Here’s the simulation: Let’s take two correlated predictors, \(x\) and \(z\), and say they have some joint effect on \(y\).

This code block simulates the correlated variates. \(x\) and \(z\) are correlated with a Pearson’s correlation of \(0.9\).

library(MASS)
rho <- 0.9
beta <- c(3, -1, 1)
dat <- data.frame(mvrnorm(100, c(5, 5), matrix(rho, 2, 2) + diag(1 - rho, 2)))
colnames(dat) <- c('x', 'z')
mat <- model.matrix( ~ x + z, dat)

We can create the response and tack on some random noise. This is a standard linear regression model \(y=X \beta + \varepsilon\).

dat$y <- mat %*% beta + rnorm(100)

If we take a look at the model output, we will see that the effects are correctly recovered:

lm(y ~ ., dat)

## 
## Call:
## lm(formula = y ~ ., data = dat)
## 
## Coefficients:
## (Intercept)            x            z  
##      3.4054      -0.7082       0.6497

But the “issue”¹ is that correct effect identification depends on correct model specification.

Here are the “raw” effect estimates:

lm(y ~ x, dat)

## 
## Call:
## lm(formula = y ~ x, data = dat)
## 
## Coefficients:
## (Intercept)            x  
##     3.61735     -0.09406

lm(y ~ z, dat)

## 
## Call:
## lm(formula = y ~ z, data = dat)
## 
## Coefficients:
## (Intercept)            z  
##     2.82566      0.06294

What is going on here?

The key point is that marginal effects are not the same as conditional effects. The model y ~ x + y estimates the effect of x on y conditional on a value of z, and the effect of z on y conditional on a value of x. However, y ~ x estimates the effect of x on y unconditionally.

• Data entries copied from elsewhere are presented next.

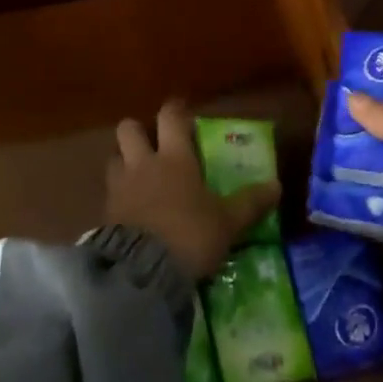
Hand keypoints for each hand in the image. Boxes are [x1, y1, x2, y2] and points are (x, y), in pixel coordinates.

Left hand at [105, 100, 279, 281]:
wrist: (143, 271)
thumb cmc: (190, 235)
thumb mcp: (227, 222)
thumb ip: (250, 203)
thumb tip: (276, 186)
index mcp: (174, 157)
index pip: (170, 117)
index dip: (175, 110)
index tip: (182, 113)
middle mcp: (143, 163)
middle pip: (129, 128)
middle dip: (138, 132)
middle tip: (153, 146)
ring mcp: (120, 186)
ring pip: (114, 158)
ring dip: (123, 162)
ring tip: (139, 178)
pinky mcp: (106, 212)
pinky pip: (109, 193)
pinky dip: (118, 196)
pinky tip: (131, 211)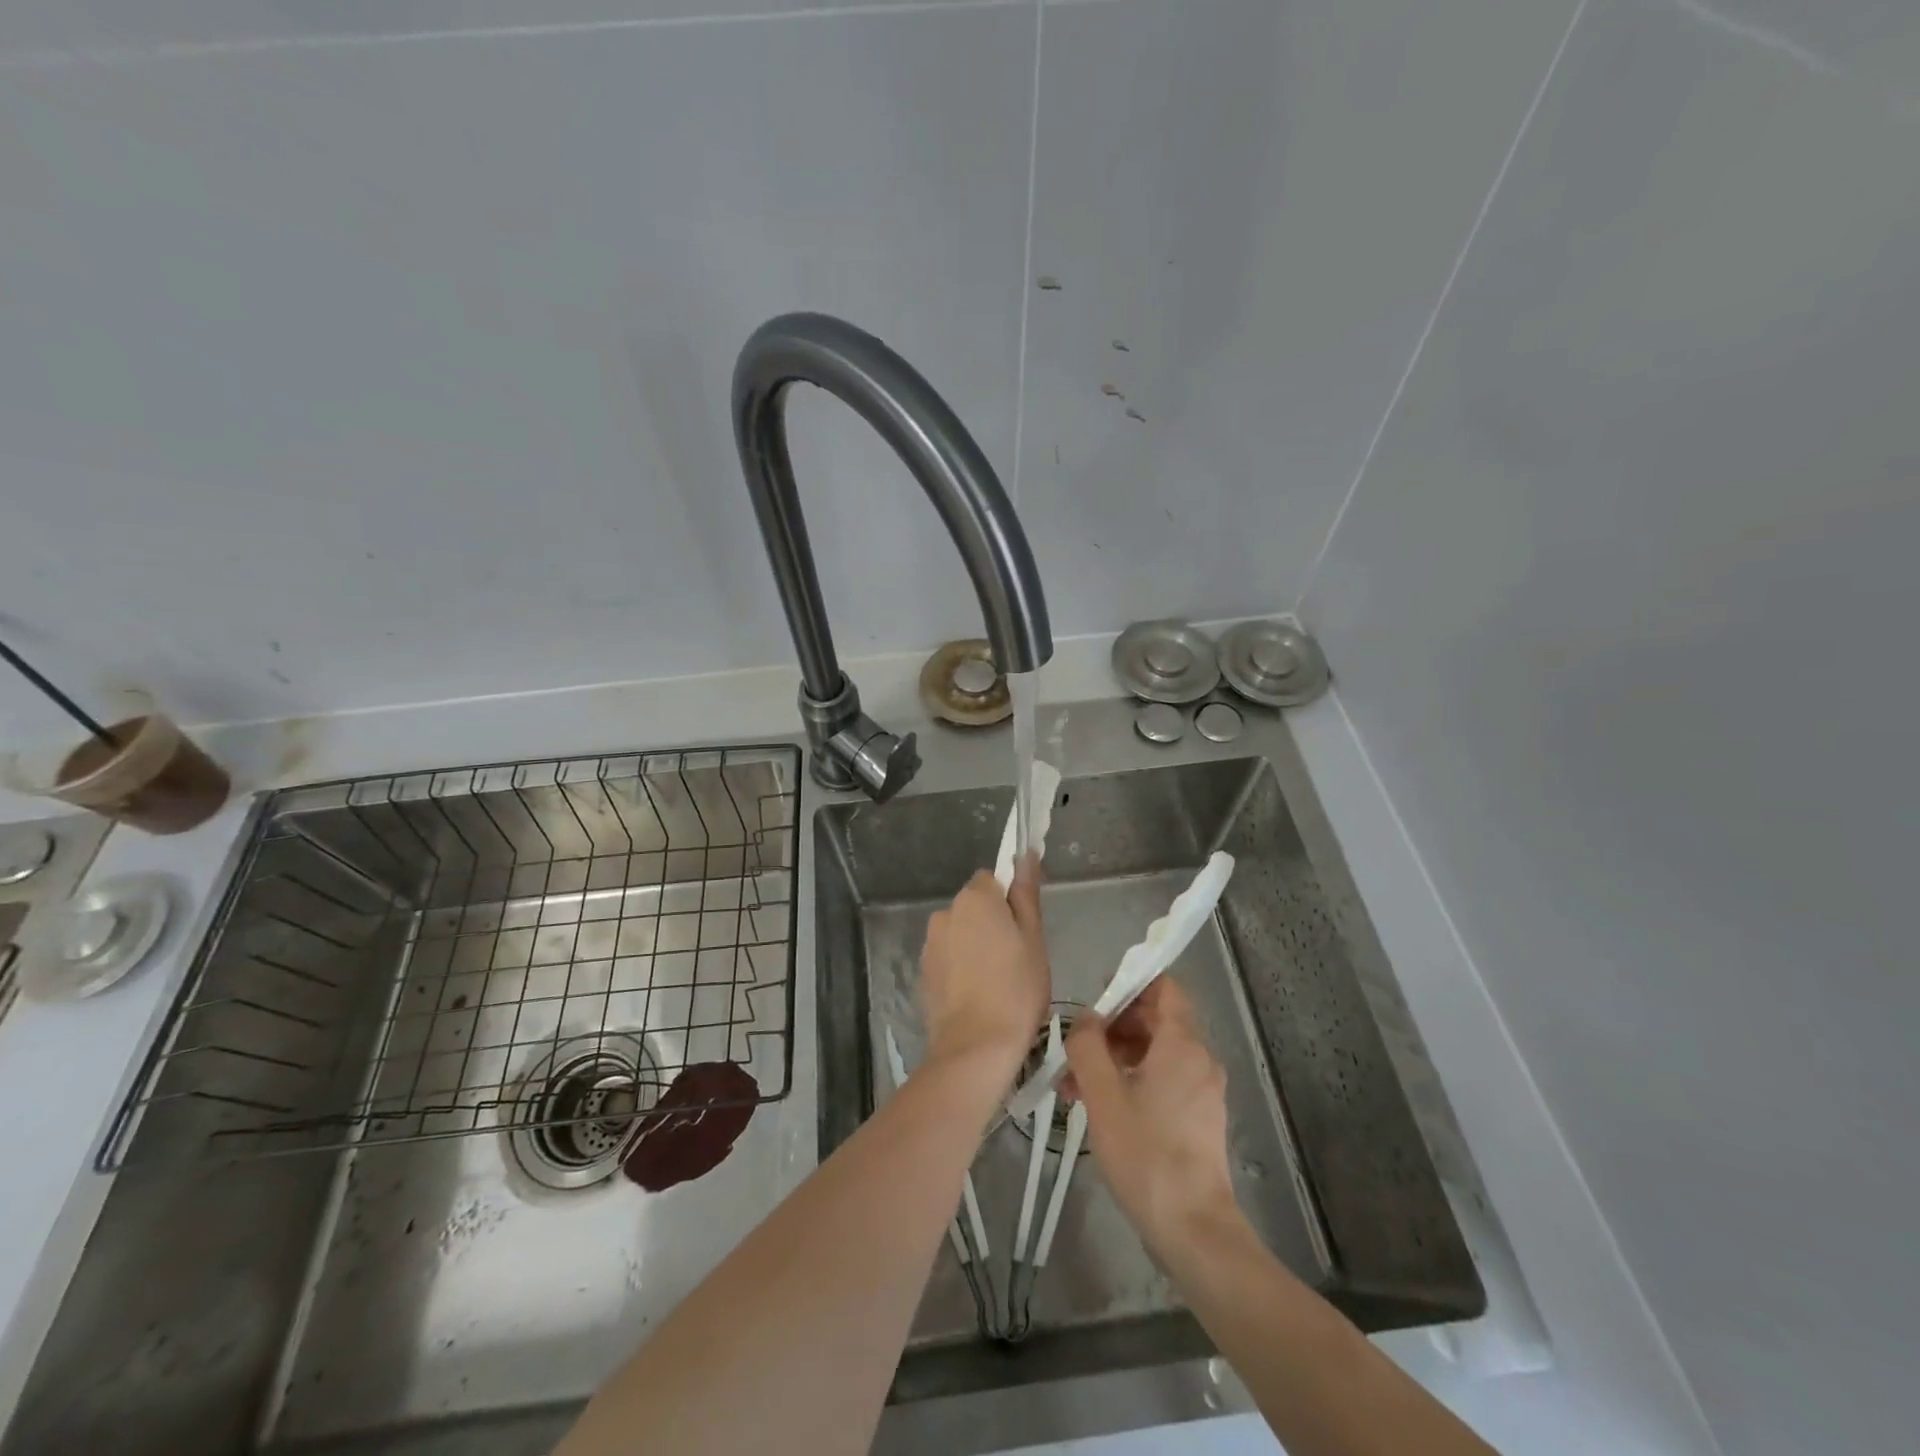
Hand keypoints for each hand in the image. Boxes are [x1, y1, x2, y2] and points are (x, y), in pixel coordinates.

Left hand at [919, 857, 1049, 1078]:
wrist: (975, 1048)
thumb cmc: (1016, 989)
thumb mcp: (1033, 938)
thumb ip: (1026, 893)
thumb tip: (1025, 854)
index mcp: (974, 899)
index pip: (992, 879)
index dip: (1009, 900)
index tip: (1024, 928)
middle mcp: (945, 913)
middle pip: (974, 906)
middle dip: (992, 923)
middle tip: (1018, 958)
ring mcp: (930, 944)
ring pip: (960, 933)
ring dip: (975, 946)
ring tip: (998, 982)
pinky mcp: (923, 973)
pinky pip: (948, 958)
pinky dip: (961, 968)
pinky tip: (978, 995)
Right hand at [1064, 978, 1244, 1256]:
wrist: (1192, 1229)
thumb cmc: (1145, 1152)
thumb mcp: (1102, 1093)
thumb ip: (1087, 1045)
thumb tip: (1085, 1019)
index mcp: (1182, 1043)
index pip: (1163, 987)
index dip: (1128, 984)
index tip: (1095, 1003)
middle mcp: (1199, 1058)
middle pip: (1155, 1020)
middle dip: (1112, 1029)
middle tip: (1075, 1052)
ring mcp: (1202, 1090)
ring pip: (1155, 1053)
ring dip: (1116, 1059)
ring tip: (1076, 1088)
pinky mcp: (1199, 1117)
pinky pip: (1163, 1080)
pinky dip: (1133, 1081)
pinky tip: (1101, 1109)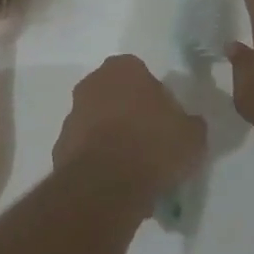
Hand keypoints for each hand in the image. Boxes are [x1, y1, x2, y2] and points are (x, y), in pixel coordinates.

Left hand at [53, 55, 205, 200]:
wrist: (106, 184)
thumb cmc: (153, 146)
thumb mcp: (192, 135)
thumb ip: (189, 123)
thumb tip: (187, 124)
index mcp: (123, 69)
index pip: (142, 74)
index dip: (155, 97)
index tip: (166, 121)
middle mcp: (92, 83)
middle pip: (117, 95)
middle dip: (131, 114)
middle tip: (151, 142)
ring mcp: (72, 114)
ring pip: (99, 122)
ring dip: (113, 137)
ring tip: (135, 168)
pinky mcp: (61, 145)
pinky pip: (87, 148)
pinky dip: (99, 160)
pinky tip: (116, 181)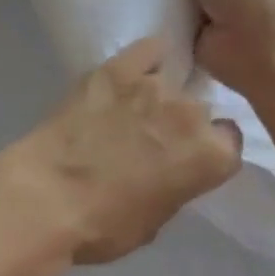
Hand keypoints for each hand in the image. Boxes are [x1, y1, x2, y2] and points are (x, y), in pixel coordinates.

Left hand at [19, 36, 242, 264]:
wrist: (46, 198)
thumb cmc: (103, 226)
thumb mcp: (156, 220)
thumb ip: (177, 185)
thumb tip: (170, 170)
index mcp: (210, 156)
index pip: (228, 140)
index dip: (207, 149)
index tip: (187, 157)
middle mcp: (191, 113)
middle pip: (200, 108)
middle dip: (183, 122)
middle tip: (154, 139)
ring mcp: (154, 85)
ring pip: (170, 82)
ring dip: (157, 97)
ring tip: (130, 111)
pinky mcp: (117, 68)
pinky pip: (148, 49)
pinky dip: (146, 59)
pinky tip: (132, 73)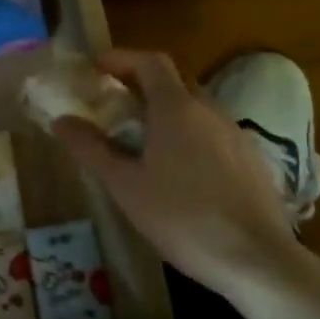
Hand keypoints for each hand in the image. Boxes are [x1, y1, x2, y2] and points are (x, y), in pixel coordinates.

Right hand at [52, 50, 306, 297]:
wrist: (258, 260)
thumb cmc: (182, 218)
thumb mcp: (125, 186)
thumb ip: (92, 149)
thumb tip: (61, 120)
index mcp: (177, 109)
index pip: (150, 62)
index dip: (122, 58)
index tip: (97, 67)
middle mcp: (210, 111)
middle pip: (174, 82)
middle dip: (141, 84)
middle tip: (114, 103)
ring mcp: (236, 134)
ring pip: (196, 108)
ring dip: (166, 111)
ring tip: (143, 139)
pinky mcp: (253, 160)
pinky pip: (214, 133)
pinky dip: (190, 135)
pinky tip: (180, 170)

When data are collected from an orthogonal designed experiment it happens that these effects coincide, and so model mis-specification isn’t such a big deal. In any other case, we need to have some good idea of what we wish to condition on. This is my “resolution” to Simpson’s “paradox”.

Thomas Lumley discussed this issue very clearly on his blog.